Spiritual opposition is part and parcel of ordinary Christian life—and a focus for our prayers, as is evident by our Lord’s inclusion of it in His model prayer for us in Matthew 6:9-13. The very brevity of that prayer shows the importance of accounting for a spiritual enemy in our daily prayer.
What difference does this adversarial vantage point make for our prayers? For one, we live our daily lives on high alert, on guard. Like a soldier on the field of battle in enemy territory, we live a little paranoid. We’re always looking over our shoulder. We receive packages with a bit of suspicion, attentive to danger.
When our Lord instructs us to pray that our Father in heaven would not lead us into temptation but deliver us from the evil one, He prompts us to regard the circumstances of life with a degree of caution. The word translated “temptation” in Matthew 6:13 can also be translated “trial.” Trials do come to us from the hand of our God. But His intention is not our spiritual harm. Trials are for the perfecting of our faith, so that we might grow in spiritual maturity.
But our enemy the devil is present in that same trial to tempt us for our spiritual detriment. He wants to create doubt, to cast aspersions on our Father. “You asked for bread,” our enemy whispers, “but didn’t God give you a stone? Is He really good? Is He real at all? Does He care for you?”
So when the packages of Providence arrive at our door, we are alert for the threat of spiritual terrorism, orchestrated not by our God but by our enemy the devil. And we ask our Father to grant us wisdom and power that we might thwart the enemy’s efforts.
Scriptural reconnaissance alerts us to an enemy who tries us to divorce us from our God, to lure us from the ground of the gospel, and to lull us into kingdom complacency. He is at work to promote disunity among the people of God. He distracts us from seeking first the kingdom of God and His righteousness. He inflames the lust of the eyes, the lust of the flesh and the pride of life residual in our hearts. Satan fans the flame of pride and sows seeds of division to discredit the gospel and bring dishonor to the name of Jesus. Therefore, we approach personal struggles and situations of conflict dusting for our enemy’s fingerprints.
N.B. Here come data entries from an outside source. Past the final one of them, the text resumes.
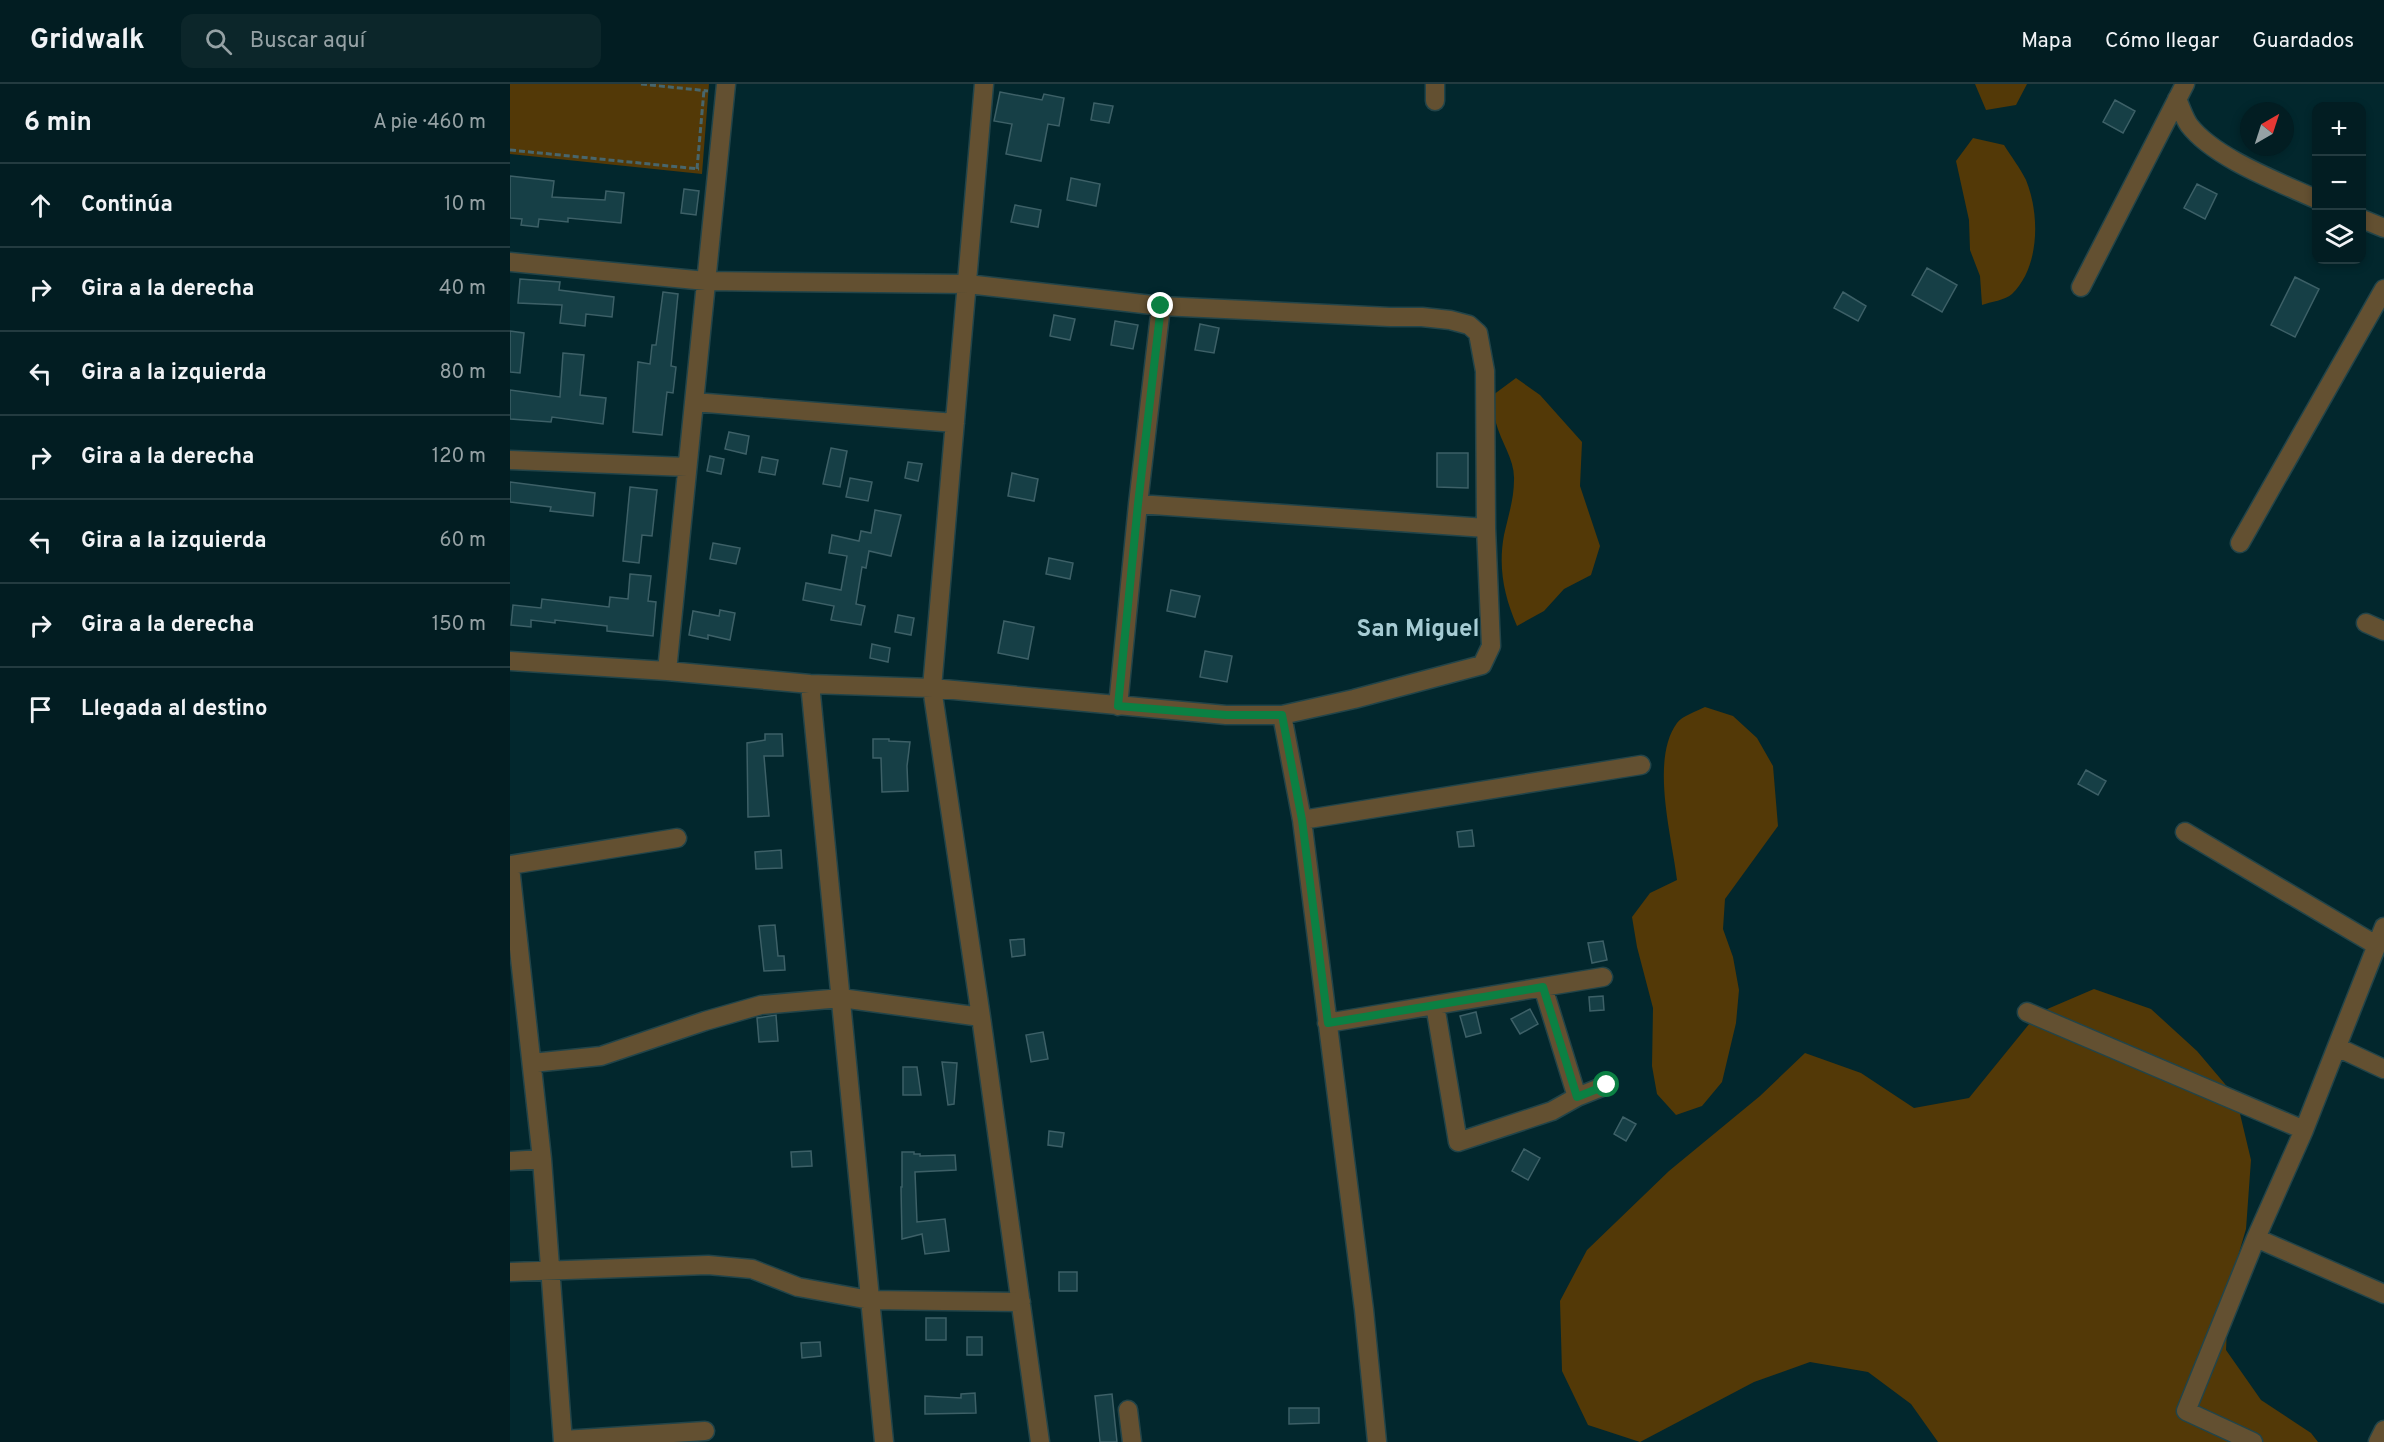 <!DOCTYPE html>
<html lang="es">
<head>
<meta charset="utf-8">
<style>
  :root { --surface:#021d22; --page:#0c262a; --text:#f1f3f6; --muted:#96a2a5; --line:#233b40 }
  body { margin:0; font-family:Overpass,sans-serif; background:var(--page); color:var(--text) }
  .controls { position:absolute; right:18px; top:18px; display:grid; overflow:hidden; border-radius:12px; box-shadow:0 3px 9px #0003 }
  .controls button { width:54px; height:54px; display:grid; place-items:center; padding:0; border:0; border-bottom:2px solid var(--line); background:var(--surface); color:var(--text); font:30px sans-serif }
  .compass { position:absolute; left:1730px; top:18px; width:54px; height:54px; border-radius:50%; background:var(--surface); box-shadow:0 3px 9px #0003; rotate:39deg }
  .stop { position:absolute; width:18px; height:18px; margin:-14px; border:4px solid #0b8043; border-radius:50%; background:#fff }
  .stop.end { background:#0b8043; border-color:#fff; box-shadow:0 2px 6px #0008 }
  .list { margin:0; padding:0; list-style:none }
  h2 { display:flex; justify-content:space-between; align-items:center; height:78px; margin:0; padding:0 24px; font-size:26px }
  h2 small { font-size:20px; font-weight:400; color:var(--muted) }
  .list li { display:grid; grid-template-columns:39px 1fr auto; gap:18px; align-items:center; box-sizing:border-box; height:84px; padding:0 24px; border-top:2px solid var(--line) }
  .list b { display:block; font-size:22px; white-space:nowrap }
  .list em { font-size:20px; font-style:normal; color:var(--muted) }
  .icon { flex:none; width:33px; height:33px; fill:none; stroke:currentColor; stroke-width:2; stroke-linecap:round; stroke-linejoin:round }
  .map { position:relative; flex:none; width:1874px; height:1358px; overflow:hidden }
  header { display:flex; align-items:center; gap:36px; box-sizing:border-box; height:84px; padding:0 30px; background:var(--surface); border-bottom:2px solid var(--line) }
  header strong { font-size:28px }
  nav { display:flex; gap:33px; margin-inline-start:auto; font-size:21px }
  .search { width:420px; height:54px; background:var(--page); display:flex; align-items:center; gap:15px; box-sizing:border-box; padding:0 21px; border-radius:12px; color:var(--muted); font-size:22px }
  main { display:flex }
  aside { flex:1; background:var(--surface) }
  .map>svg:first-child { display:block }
  .green { fill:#533907 }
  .building { fill:#163f46; stroke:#3d6067; stroke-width:1.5 }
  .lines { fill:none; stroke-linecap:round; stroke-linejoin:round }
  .minor-casing { stroke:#224449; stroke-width:21 }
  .path { stroke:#48666c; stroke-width:3; stroke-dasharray:6 3; stroke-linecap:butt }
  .minor { stroke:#635031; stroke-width:18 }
  .route { stroke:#0b8043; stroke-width:8 }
  .labels { text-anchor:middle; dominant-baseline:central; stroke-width:5; stroke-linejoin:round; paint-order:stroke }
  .district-label { font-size:24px; font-weight:bold; fill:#a6ccd4; stroke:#02272d }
</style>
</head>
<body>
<header>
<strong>Gridwalk</strong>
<div class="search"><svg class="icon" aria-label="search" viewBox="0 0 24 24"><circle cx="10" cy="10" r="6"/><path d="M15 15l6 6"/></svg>Buscar aquí</div>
<nav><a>Mapa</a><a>Cómo llegar</a><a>Guardados</a></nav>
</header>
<main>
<aside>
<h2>6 min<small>A pie · 460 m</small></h2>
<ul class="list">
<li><svg class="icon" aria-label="ahead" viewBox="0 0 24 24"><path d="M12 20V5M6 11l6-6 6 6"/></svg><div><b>Continúa</b></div><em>10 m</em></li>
<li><svg class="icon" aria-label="right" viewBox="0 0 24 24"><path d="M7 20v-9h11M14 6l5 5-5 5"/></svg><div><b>Gira a la derecha</b></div><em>40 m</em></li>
<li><svg class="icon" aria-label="left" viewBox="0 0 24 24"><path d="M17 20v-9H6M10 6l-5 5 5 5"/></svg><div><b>Gira a la izquierda</b></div><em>80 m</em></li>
<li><svg class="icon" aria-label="right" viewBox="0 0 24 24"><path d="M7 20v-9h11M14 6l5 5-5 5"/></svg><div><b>Gira a la derecha</b></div><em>120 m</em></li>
<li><svg class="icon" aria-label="left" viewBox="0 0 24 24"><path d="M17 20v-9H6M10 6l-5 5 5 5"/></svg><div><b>Gira a la izquierda</b></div><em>60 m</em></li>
<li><svg class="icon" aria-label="right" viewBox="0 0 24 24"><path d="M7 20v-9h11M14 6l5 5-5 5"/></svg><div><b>Gira a la derecha</b></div><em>150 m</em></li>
<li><svg class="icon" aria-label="arrive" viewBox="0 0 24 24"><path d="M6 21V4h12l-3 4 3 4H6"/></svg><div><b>Llegada al destino</b></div></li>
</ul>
</aside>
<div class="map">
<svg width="1874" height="1358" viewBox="0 0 1874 1358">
  <rect width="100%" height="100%" fill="#02272d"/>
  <path class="green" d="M0,0H199L192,90L0,70Z
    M1465,0H1517L1506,21L1476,26Z
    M1463,54L1494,61C1501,72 1510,84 1516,96C1530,130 1530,183 1502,210C1496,216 1480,218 1472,221L1470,192L1460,166L1459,136L1446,77Z
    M1006,294L1030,311L1072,358L1070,402L1090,462L1081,491L1054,505L1034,527L1007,542C994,512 988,484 994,451C998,433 1004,415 1004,396C1005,376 991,358 986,339C983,330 984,320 983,311Z
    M1195,623L1223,632L1247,654L1263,682L1268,742L1215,815L1213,845L1223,873L1229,906L1226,939L1212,998L1192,1022L1166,1031L1147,1010L1142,982L1143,924L1127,863L1122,833L1140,809L1167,796C1162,752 1140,676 1167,639C1172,632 1187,627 1195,623Z
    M1584,905L1641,925L1687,967L1726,1013L1741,1076L1736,1145L1719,1203L1716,1266L1751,1316L1801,1349L1808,1358H1428L1401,1320L1358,1288L1300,1278L1244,1298L1130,1358L1078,1341L1052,1287L1050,1217L1077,1166L1159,1087L1250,1012L1295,969L1351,989L1404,1024L1459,1014L1528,929Z"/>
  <path class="building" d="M490,8L532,16L534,10L554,14L549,42L538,40L531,77L496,70L502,40L484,37Z
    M1605,16L1625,27L1613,49L1593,38Z
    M584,19L603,22L599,39L581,36Z
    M0,92L44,97L42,113L95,116L96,107L114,109L111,139L58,134V138L29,135L28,143L11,141L12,135L0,134Z
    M561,94L590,100L586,122L557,116Z
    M1687,100L1707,110L1695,135L1674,124Z
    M174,105L189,107L186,131L171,129Z
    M505,121L531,126L528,143L501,138Z
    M1417,184L1447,201L1432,228L1402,211Z
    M1785,193L1809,205L1785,253L1761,241Z
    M10,195L50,198L49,206L104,213L102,233L76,230L75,242L50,239L52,221L8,219Z
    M153,208L168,210L161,282L166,283L163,309L157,308L152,351L123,348L128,278L140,280L142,261H146Z
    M1333,208L1356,222L1348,237L1324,224Z
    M544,231L565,235L560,256L540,252Z
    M605,237L628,241L623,265L601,261Z
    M690,240L709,244L704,269L685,266Z
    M0,247L14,249L10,289L0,288Z
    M53,269L74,271L70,311L96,314L93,340L42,333L41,338L0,335V306L50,313Z
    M219,348L239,352L236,370L215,365Z
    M321,364L337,367L330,403L313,400Z
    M927,369H958V404L927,403Z
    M200,372L214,375L211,390L197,387Z
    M252,373L268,376L265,391L249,388Z
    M398,378L412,380L408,397L395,394Z
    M502,389L528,395L524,417L498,412Z
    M340,394L362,398L358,417L336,413Z
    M0,398L85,409L83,432L40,427L41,423L0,418Z
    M120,403L147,406L142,452L132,451L129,479L113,477Z
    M365,426L391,431L381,472L359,467L356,484L352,483L346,520L355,522L351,541L321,536L324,522L293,516L296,499L331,506L337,472L319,469L322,451L349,457L351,447L361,449Z
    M203,459L230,464L226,480L200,475Z
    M539,474L563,479L560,495L536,490Z
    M120,490L141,492L138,517L146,518L143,552L97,547V542L45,536V539L21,536V543L1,541L3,521L31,524L32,515L99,523L100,513L118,515Z
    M661,506L690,512L685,533L657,527Z
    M210,526L225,529L220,556L198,551V555L179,551L183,527L209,532Z
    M388,531L404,534L401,551L385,548Z
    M494,537L524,543L518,575L488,569Z
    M362,560L380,564L378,578L360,574Z
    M695,567L722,572L717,598L690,593Z
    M255,650H272L273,672H254L259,732L238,733L237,659L255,656Z
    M363,655H379V657L400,658L397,682L398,707L372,708L371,674H363Z
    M1576,686L1596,697L1588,711L1568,700Z
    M962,746L964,762L949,763L947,748Z
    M271,766L272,784L246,785L245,768Z
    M265,841L268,872H274L275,886L254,887L249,842Z
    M514,855L515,871L502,873L500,856Z
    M1093,857L1097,876L1082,879L1078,859Z
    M1093,912L1094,926L1080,927L1079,913Z
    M1020,925L1028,940L1010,950L1001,935Z
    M966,928L971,949L956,953L950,932Z
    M266,931L268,957L249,958L247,934Z
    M533,948L538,975L521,978L516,951Z
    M432,978L447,979L444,1020L438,1021Z
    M393,983H407L411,1011H393Z
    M1113,1033L1126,1040L1116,1057L1104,1050Z
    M539,1047L554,1049L552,1063L538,1061Z
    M1014,1065L1030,1074L1018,1096L1002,1087Z
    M301,1067L302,1082L282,1083L281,1068Z
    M392,1068H404V1070H410V1072L445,1071L446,1086L405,1088L407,1138L435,1135L439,1167L415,1170L412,1150L392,1155L391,1103H392Z
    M549,1188H567V1207H549Z
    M416,1234H436V1256H416Z
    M457,1253H472V1271H457Z
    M310,1258L311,1272L292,1274L291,1259Z
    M465,1309L466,1329L415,1330V1312L451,1314V1310Z
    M602,1310L607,1358H590L585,1312Z
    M779,1324H809V1339L779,1340Z"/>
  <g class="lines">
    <defs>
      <path id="minor" d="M474,0L422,604L471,933L530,1358
        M1667,15C1671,24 1674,34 1679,41C1704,74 1769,98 1806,115
        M925,17V0
        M1852,135L1874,144
        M0,178L196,197L457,200L651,222L880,233H912L940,236L959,241L968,249L975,287L976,444L981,562L972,581L844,615L772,631H716L422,604L300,600L157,587L0,577
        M1571,203L1675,0
        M184,318L445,339
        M0,376L177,383
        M628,420L976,444
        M1730,459L1874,205
        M1856,539L1874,547
        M157,587L216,0
        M300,600L374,1358
        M608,622L628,420L651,222
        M772,631L792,736L854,1226L867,1358
        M792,736L1131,681
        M1675,748L1866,861
        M0,781L167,754
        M0,783L32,1075L53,1358
        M1033,903L1067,1013
        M925,921L948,1058L1042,1027L1067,1013L1097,1001
        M1517,928L1794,1046
        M817,939L1093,893
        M1827,963L1874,985
        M22,979L91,972L195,937L251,921L331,914L471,933
        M0,1077L32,1075
        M1746,1154L1874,1210
        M0,1188L198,1181L242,1185L288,1203L360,1216L511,1218
        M618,1326L622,1358
        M53,1356L195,1347
        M1743,1358L1676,1327L1746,1154L1794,1046L1874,843
        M1868,1358L1874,1346"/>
    </defs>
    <use href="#minor" class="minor-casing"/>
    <path class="path" d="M131,0L198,7
      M0,66L189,85
      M187,85L194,6"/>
    <use href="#minor" class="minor"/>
  </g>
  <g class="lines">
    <path class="route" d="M651,222L628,420L608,622L716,631H772L792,736L818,939L1033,903L1067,1013L1097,1001"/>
  </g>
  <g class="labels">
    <g class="district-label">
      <text x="908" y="546">San Miguel</text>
    </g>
  </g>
</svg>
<div class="controls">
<button>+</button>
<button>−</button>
<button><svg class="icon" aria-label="layers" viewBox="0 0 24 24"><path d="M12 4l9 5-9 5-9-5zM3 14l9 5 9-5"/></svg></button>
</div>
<svg class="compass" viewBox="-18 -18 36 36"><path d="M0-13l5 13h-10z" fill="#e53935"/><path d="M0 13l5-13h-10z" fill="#96a2a5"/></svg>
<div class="stop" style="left:1097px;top:1001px"></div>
<div class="stop end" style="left:651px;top:222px"></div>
</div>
</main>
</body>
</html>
Jesus calling us to prayer against the schemes of the evil one in Matthew 6:13 finds itself sandwiched between the petition on forgiving others in verse 12 and teaching on forgiving others in verses 14-15. We can see how this works. When someone wrongs us, we may count them our enemy. But God’s Word reminds us who our real enemy is:
Ephesians 6:12 For we do not wrestle against flesh and blood, but against the rulers, against the authorities, against the cosmic powers over this present darkness, against the spiritual forces of evil in the heavenly places.
In calling us to pray in view of an enemy, a kingdom adversary, our Lord Jesus brings the perspective of spiritual opposition to all the other elements of the model prayer. He spurs us on to “prayeranoia,” praying aware of and against an invisible (but actual) opponent as part of our daily prayer—as long as we sojourn the paths of this present, evil age.